A prescrição intercorrente e a Reforma Trabalhista

A aplicabilidade da prescrição intercorrente ao processo do trabalho sempre foi objeto de muito debate.

Por prescrição intercorrente, entende-se a perda do direito de executar um crédito pela inércia do credor após o trânsito em julgado da decisão. A lógica do instituto é a de não permitir que um crédito possa ser cobrado indefinidamente, quando o seu credor deixa de tomar providências de sua responsabilidade. Assim, o Novo Código de Processo Civil (CPC), em seu artigo 924, V, lista a prescrição intercorrente como causa de extinção da execução.

O Supremo Tribunal Federal já admitia a aplicabilidade da prescrição intercorrente ao processo do trabalho, conforme explicitado em sua Súmula 327, editada antes da Constituição Federal de 1988: “O direito trabalhista admite a prescrição intercorrente.”

Ocorre, entretanto, que o Tribunal Superior do Trabalho (TST) sempre adotou posicionamento diametralmente oposto, no sentido de ser incompatível a prescrição intercorrente com o processo do trabalho. Tal posicionamento foi explicitado na Súmula 114 (“É inaplicável na Justiça do Trabalho a prescrição intercorrente”) e no artigo 2º, VIII, da Instrução Normativa nº 39/16, e continua sendo aplicado pela Corte Trabalhista até mesmo após o advento do CPC de 2015.
O principal fundamento adotado pelo TST para sustentar a referida posição é o artigo 878 da CLT, que permitia que a execução trabalhista fosse impulsionada de ofício pelo juiz ou por qualquer interessado. Assim, no entendimento da Corte, a previsão de uma iniciativa concorrente para a execução afastaria o dever de qualquer impulso ou providência exclusiva por parte do credor. Não poderia o credor, portanto, ser penalizado pela sua inércia, sob pena até mesmo da negação ao princípio constitucional da coisa julgada (artigo 5º, XXXVI).


A Corte Superior Trabalhista apenas admite a prescrição intercorrente, excepcionalmente, em execuções fiscais trabalhistas, por força de previsão específica contida no artigo 40, §4º, da Lei nº 6.830/1980, que regulamenta a cobrança judicial débitos inscritos na Dívida Ativa da União.
A reforma trabalhista, recentemente aprovada pela Lei 13.467/17, veio dirimir a controvérsia ao inserir dispositivo na CLT que estabelece, de maneira clara, a aplicabilidade da prescrição intercorrente ao processo do trabalho. Dispõe o novo artigo 11-A:

“Art. 11-A.  Ocorre a prescrição intercorrente no processo do trabalho no prazo de dois anos.

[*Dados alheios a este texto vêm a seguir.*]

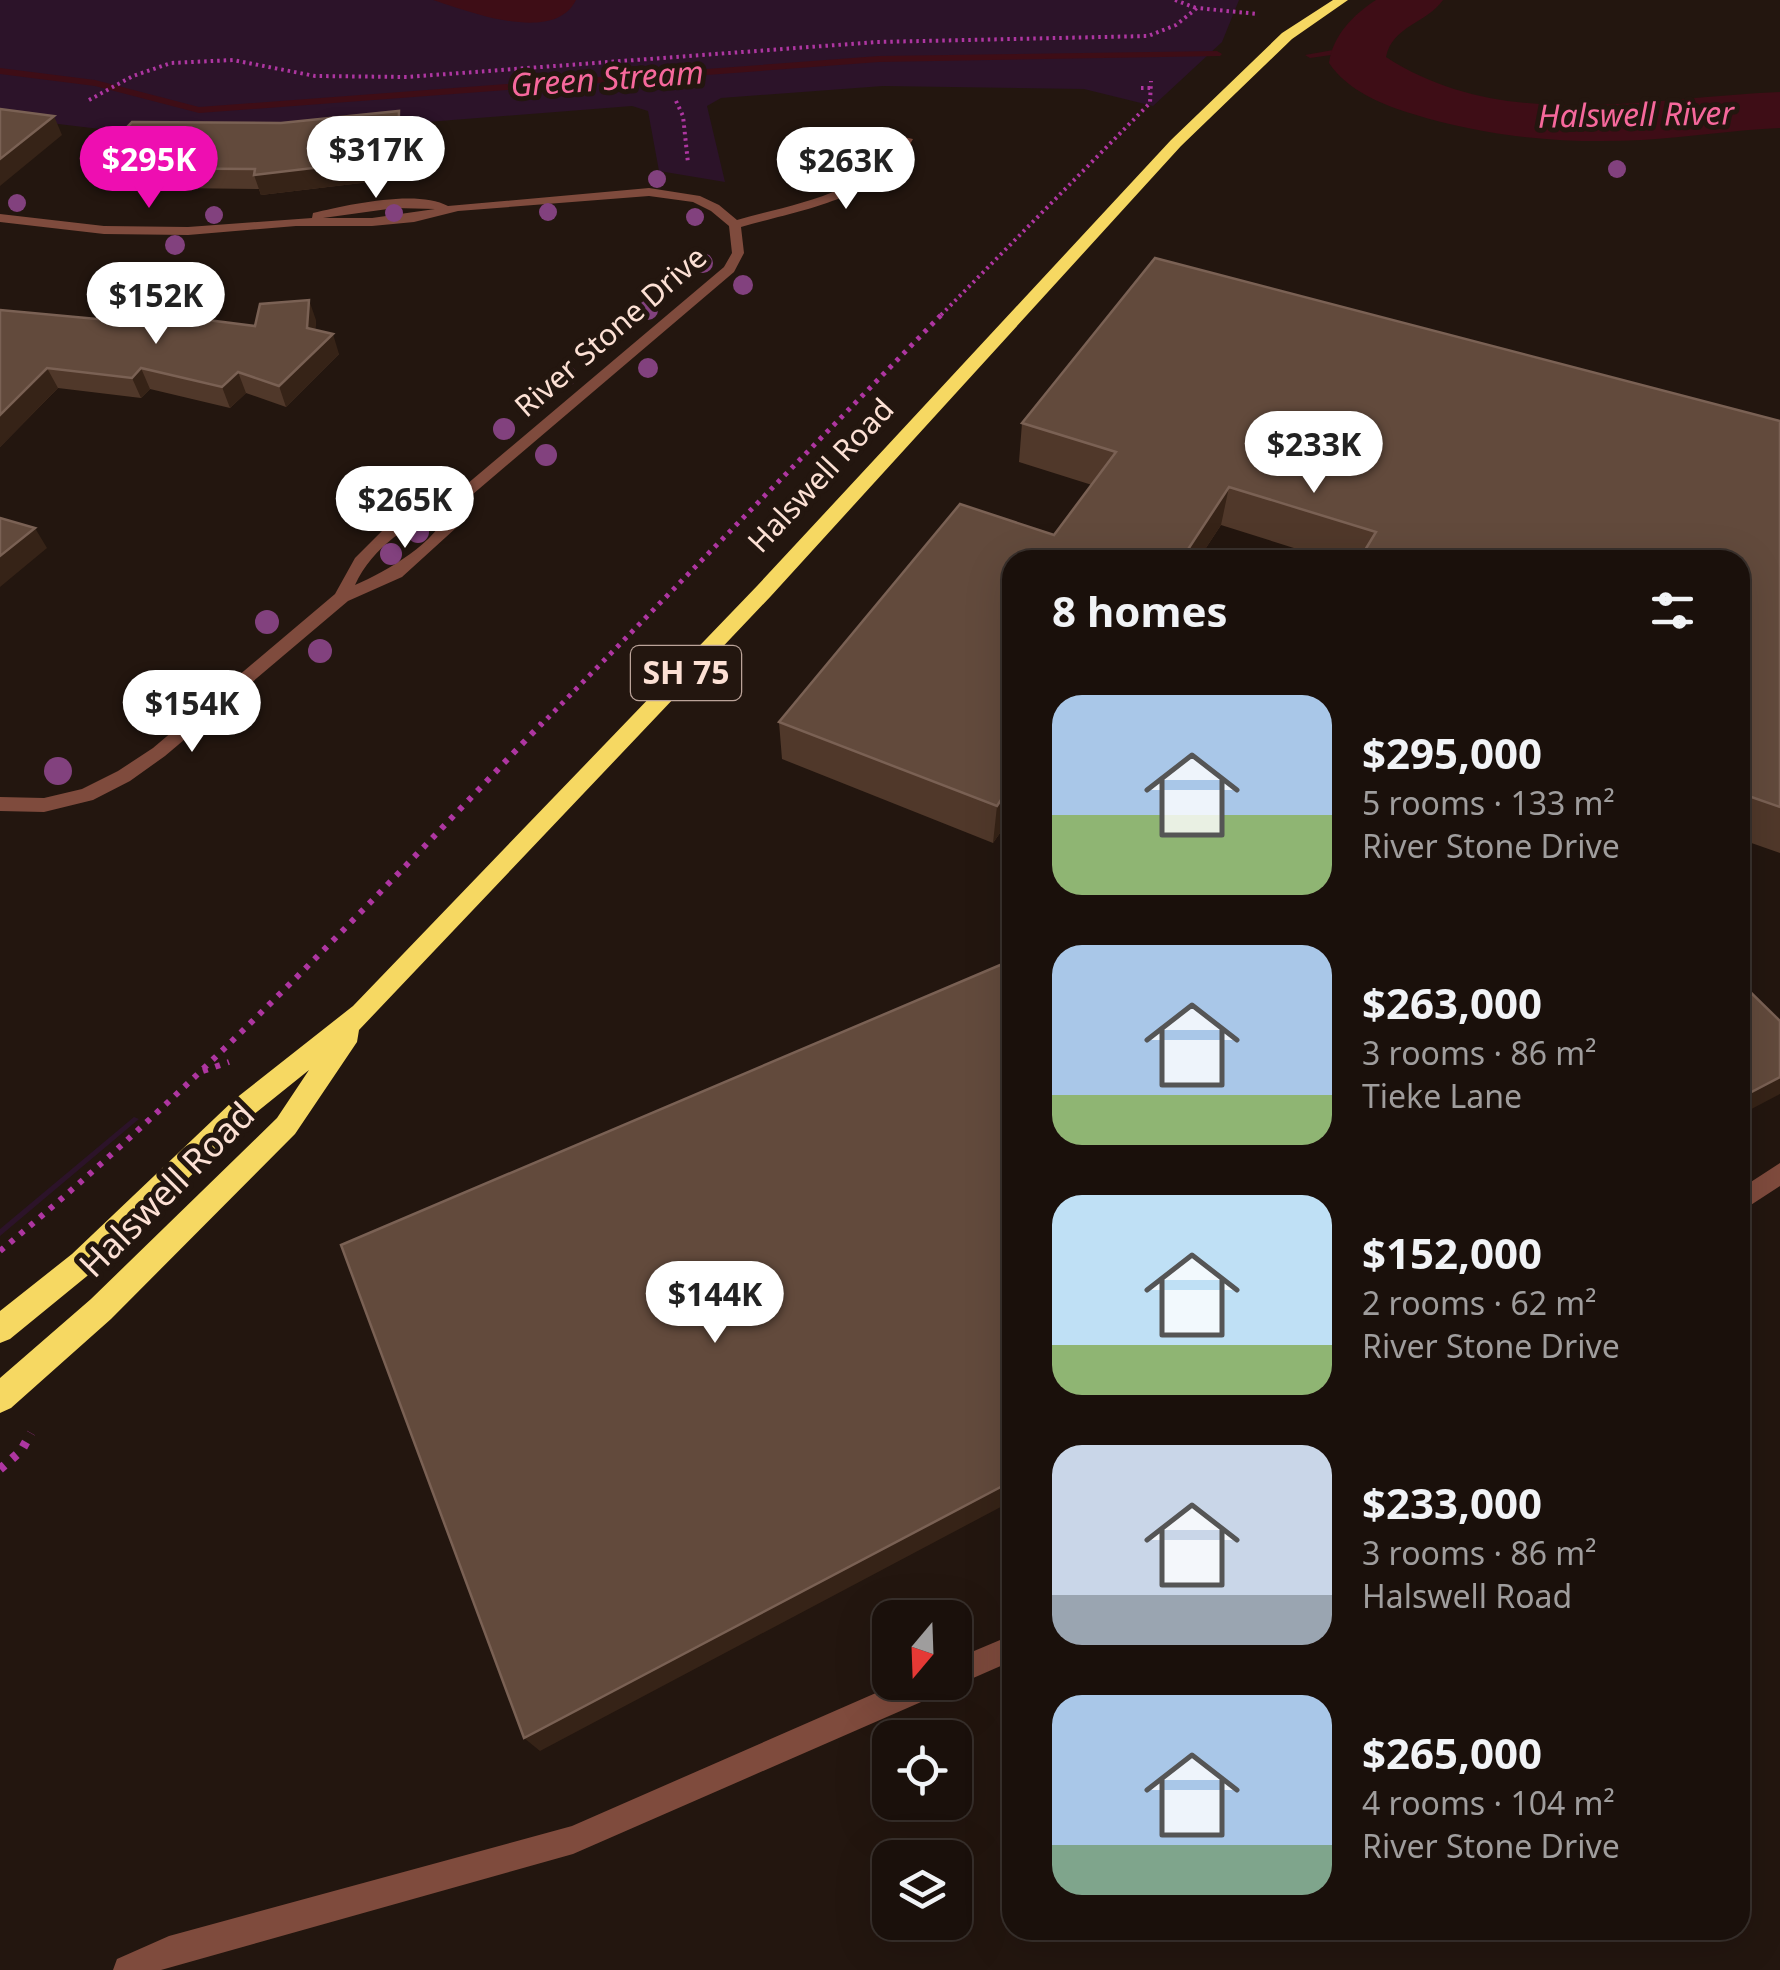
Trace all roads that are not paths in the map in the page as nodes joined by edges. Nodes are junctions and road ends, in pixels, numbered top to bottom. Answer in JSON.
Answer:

  • 1º  A fluência do prazo prescricional intercorrente inicia-se quando o exequente deixa de cumprir determinação judicial no curso da execução.
  • 2º A declaração da prescrição intercorrente pode ser requerida ou declarada de ofício em qualquer grau de jurisdição.” 

De maneira coerente, alterou-se, também, o artigo 878 da CLT, para que a execução de ofício, antes a regra no processo trabalhista, passe a ser permitida excepcionalmente, apenas quando a parte não estiver assistida por advogado:

Art. 878.  A execução será promovida pelas partes, permitida a execução de ofício pelo juiz ou pelo Presidente do Tribunal apenas nos casos em que as partes não estiverem representadas por advogado.”

Com isto, não mais subsiste o principal fundamento adotado pelo TST para afastar a aplicação do instituto da prescrição intercorrente ao processo do trabalho.
Neste cenário, a partir da entrada em vigor da reforma trabalhista, parece-nos não mais haver dúvidas quanto à efetiva aplicabilidade da prescrição intercorrente ao processo do trabalho. É provável, assim, que a Súmula 114 do TST venha a ser cancelada ou, quando menos, modificada, neste último caso para a afastar a prescrição intercorrente apenas aos casos em que o credor não estiver patrocinado por advogado.

Lembramos que as novas regras passam a valer a partir de 11 de novembro de 2017.